▸ **Exercise goal**
The word "that" marks the lines to report; pull each of them from the listing.

━━━━━━━━━━━━━━━━━━━━

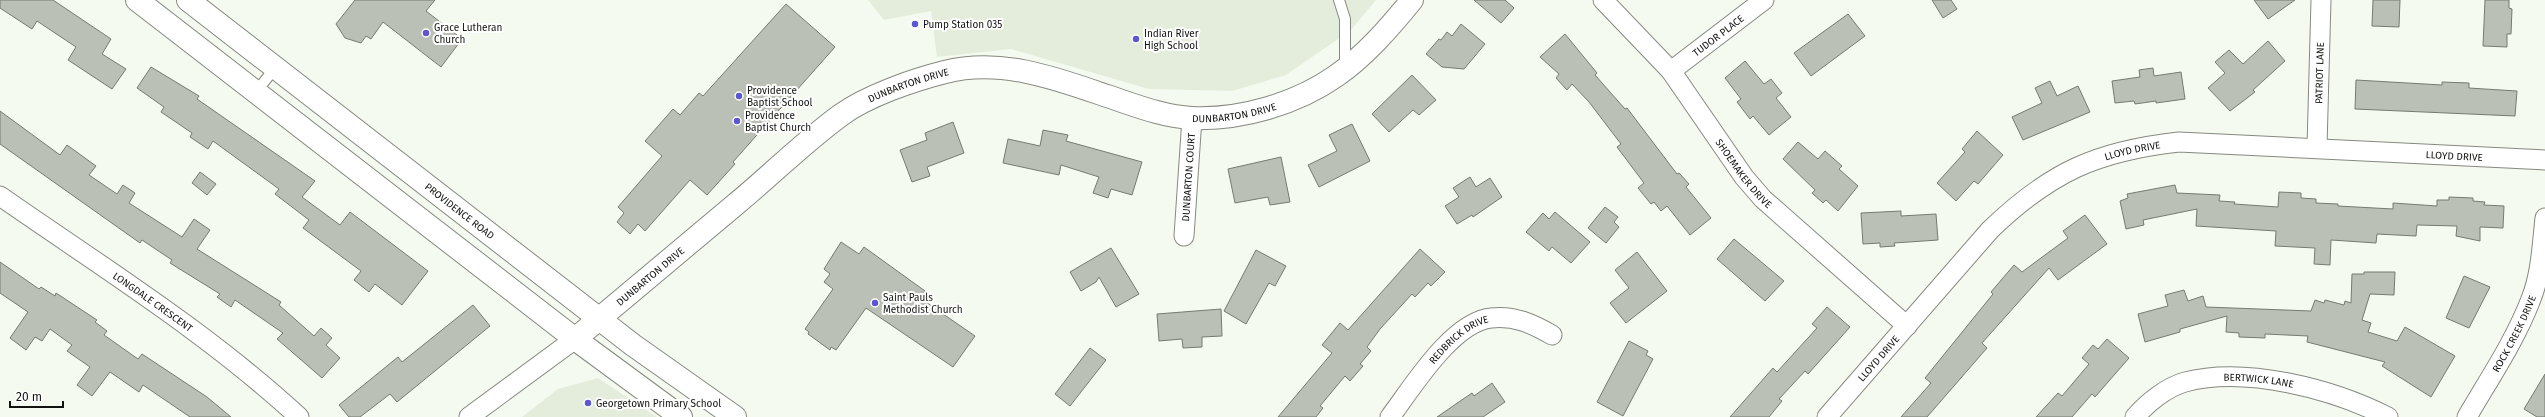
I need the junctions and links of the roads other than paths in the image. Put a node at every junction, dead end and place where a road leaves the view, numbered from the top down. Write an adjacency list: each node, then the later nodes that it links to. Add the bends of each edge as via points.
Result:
1 (138, 0): 11 (main road)
2 (188, 0): 8 (main road, PROVIDENCE ROAD)
3 (1339, 0): 9 (lane, via 1344,19)
4 (1412, 0): 9 (main road, DUNBARTON DRIVE, via 1365,51)
5 (1603, 0): 10 (street, SHOEMAKER DRIVE)
6 (1764, 0): 10 (street, TUDOR PLACE)
7 (2321, 0): 13 (street, PATRIOT LANE)
8 (275, 68): 11 (lane); 18 (main road, PROVIDENCE ROAD)
9 (1344, 69): 12 (main road, DUNBARTON DRIVE, via 1299,96 1264,109 1229,116)
10 (1671, 71): 19 (street, SHOEMAKER DRIVE, via 1744,177 1763,199)
11 (256, 92): 21 (main road)
12 (1192, 118): 17 (street, DUNBARTON COURT); 18 (main road, DUNBARTON DRIVE, via 1126,102 1050,76 1019,69 947,71 914,82 842,114)
13 (2317, 147): 14 (street, LLOYD DRIVE); 19 (street, LLOYD DRIVE, via 2179,142 2137,146 2100,156 2058,176 2020,201 1990,230)
14 (2545, 160)
15 (0, 196): 22 (street, LONGDALE CRESCENT, via 207,340 258,379)
16 (2545, 218): 30 (street, ROCK CREEK DRIVE, via 2540,266 2531,299 2511,341)
17 (1184, 236)
18 (599, 319): 21 (main road, DUNBARTON DRIVE); 25 (main road, PROVIDENCE ROAD)
19 (1907, 326): 27 (street, LLOYD DRIVE)
20 (1552, 335): 26 (street, REDBRICK DRIVE, via 1515,318 1490,318 1470,325 1447,344)
21 (575, 339): 23 (street, DUNBARTON DRIVE); 24 (main road)
22 (299, 417)
23 (469, 417)
24 (681, 417)
25 (735, 417)
26 (1390, 417)
27 (1827, 417)
28 (2136, 417): 29 (street, BERTWICK LANE, via 2162,393 2184,383 2211,378 2253,378 2288,383 2334,396)
29 (2388, 417)
30 (2467, 417)

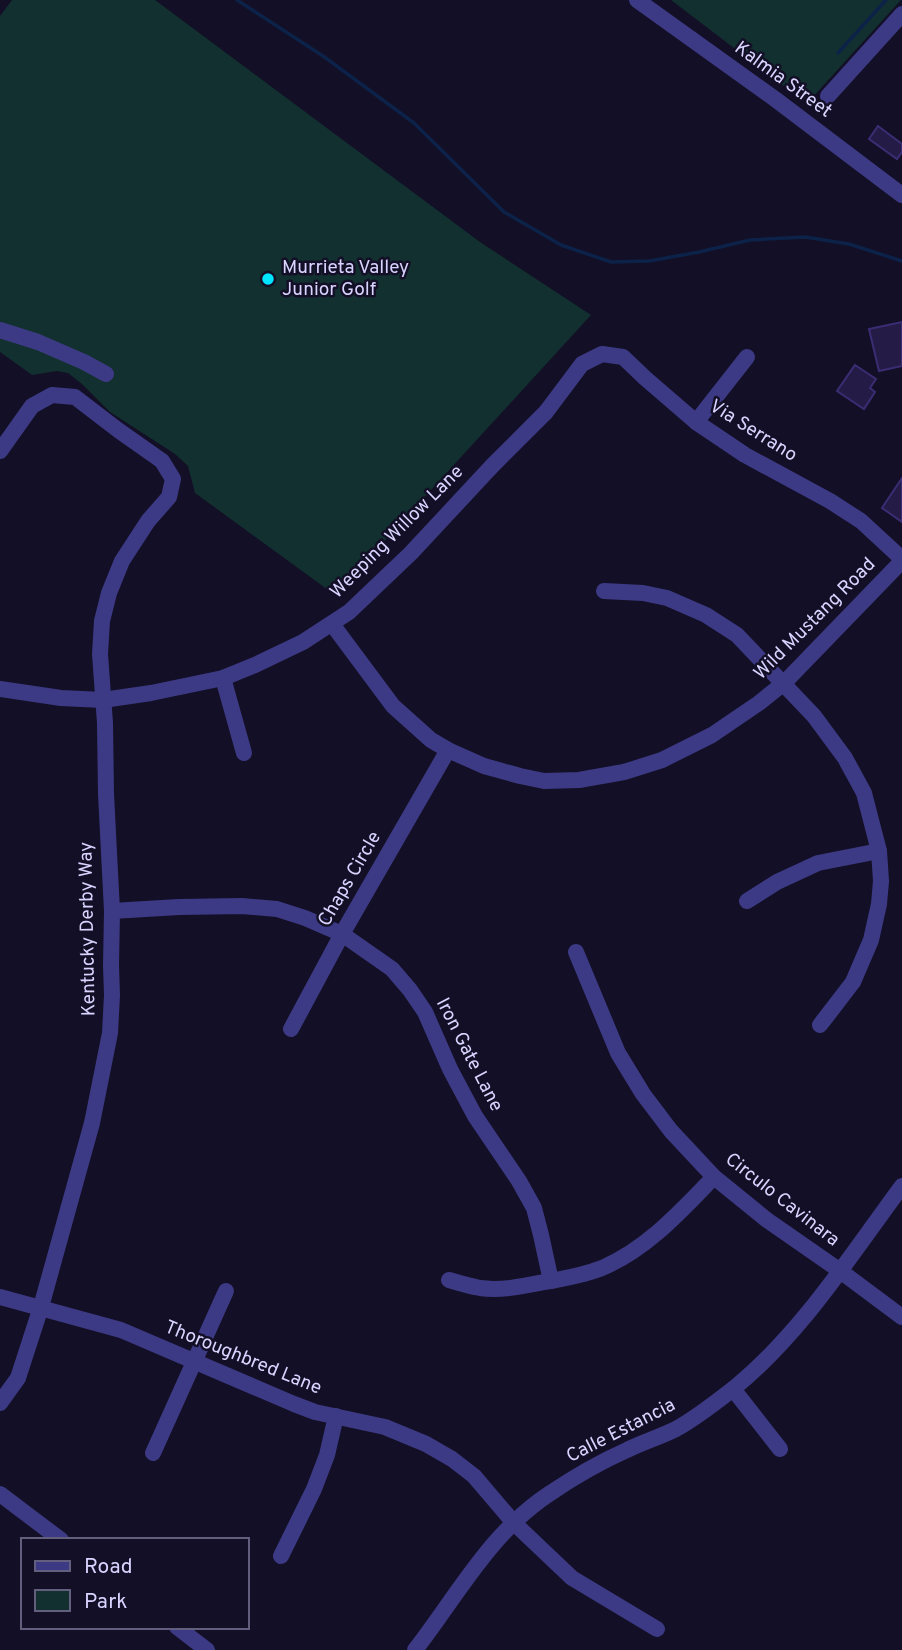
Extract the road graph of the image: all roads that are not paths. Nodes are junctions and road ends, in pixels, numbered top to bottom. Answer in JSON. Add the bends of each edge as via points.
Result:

━━━━━━━━━━━━━━━━━━━━

▸ **Answer space**
I need the junctions and links of the roads other than paths in the image. Put a node at every junction, dead end and place where a road leaves the view, numbered from the top down. Write an adjacency list: each node, then the later nodes that it links to. Add the bends of each edge as via points.
Extract the road graph of the image: all roads that are not paths. Nodes are junctions and road ends, in pixels, numbered top to bottom. Answer in JSON. Add the bends of each edge as via points.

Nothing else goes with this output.